News & Views item - July  2004

 

 

Rio Tinto's British Division Says Yes to Carbon Credits Thereby Acquiescing to the UK signing on to the Kyoto Protocol. (July 30 2004)

According to Annabel Day in today's Australian Financial Review, "In the June issue of the company's in-house magazine, Review, Rio's London climate change executive, Alan Steinbeck, is quoted as saying the company has "to be ready to enter carbon-market mechanisms". And Day reports that she was told by the company's Australian general manager of external affairs, Ian Head, that Rio Tinto doesn't hold a view on the matter of national ratification of the Kyoto Protocol.

 

In itself that's an interesting statement because it indicates that Rio Tinto's three-day-a-week Chief Technologist and the Commonwealth's two-day-a-week Chief Scientist, Robin Batterham, is at odds with Rio Tinto's stated non-position.

 

Dr. Batterham on July 2 told a Senate committee examining the Office of the Chief Scientist:

Senator Brown -- But surely you would not be opposed to Australia ratifying the Kyoto protocol?
 

Dr Batterham -- I do have some inherent opposition to signing the thing, and I am in a difficult position on it.
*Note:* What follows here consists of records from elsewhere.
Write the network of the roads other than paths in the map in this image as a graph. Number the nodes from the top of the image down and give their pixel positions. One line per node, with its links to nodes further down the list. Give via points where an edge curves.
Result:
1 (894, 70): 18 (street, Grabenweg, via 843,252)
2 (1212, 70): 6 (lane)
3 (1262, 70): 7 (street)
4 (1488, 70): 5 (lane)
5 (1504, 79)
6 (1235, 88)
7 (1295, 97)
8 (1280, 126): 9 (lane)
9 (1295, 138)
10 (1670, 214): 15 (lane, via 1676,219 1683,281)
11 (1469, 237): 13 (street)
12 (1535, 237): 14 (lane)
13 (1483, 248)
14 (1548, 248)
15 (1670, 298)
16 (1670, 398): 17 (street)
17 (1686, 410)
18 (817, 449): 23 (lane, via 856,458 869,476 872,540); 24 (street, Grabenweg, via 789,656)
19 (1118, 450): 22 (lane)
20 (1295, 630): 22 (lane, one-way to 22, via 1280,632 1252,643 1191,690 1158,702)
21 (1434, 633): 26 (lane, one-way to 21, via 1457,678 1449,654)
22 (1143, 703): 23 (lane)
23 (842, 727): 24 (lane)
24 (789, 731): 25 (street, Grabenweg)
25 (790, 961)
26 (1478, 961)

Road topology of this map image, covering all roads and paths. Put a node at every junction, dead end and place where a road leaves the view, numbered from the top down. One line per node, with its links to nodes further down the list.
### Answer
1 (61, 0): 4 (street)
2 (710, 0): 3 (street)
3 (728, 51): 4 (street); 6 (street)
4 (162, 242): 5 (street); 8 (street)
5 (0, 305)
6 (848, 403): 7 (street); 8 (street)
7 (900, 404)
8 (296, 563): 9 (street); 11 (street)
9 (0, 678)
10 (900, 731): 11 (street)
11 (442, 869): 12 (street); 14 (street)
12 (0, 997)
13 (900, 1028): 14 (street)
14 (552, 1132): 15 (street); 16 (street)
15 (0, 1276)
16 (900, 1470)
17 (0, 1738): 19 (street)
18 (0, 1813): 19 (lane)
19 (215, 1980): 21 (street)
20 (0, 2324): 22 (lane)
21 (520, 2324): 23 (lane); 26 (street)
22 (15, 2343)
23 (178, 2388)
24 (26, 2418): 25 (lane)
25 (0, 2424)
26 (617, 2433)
My difficulty is one of principle that says that, if you put a target in front of people that you want to encourage them by and we use the elastic band analogy and if you put a target which is so far out that the stretch in the rubber band means that it breaks or that the view is one that is so far out that nobody signs onto it, you have failed. Conversely, if you put a target in front of people, when the real game is over there, which is only a small step away, then it tends to be too blasé. It tends to have such little impact that, again, you fail to move people in the direction that we have really got to go. So I do have a quandary on Kyoto.

 It's not public knowledge as to whether or not Dr. Batterham has voiced his concerns to Rio Tinto management or how they may have reacted to his reasoning.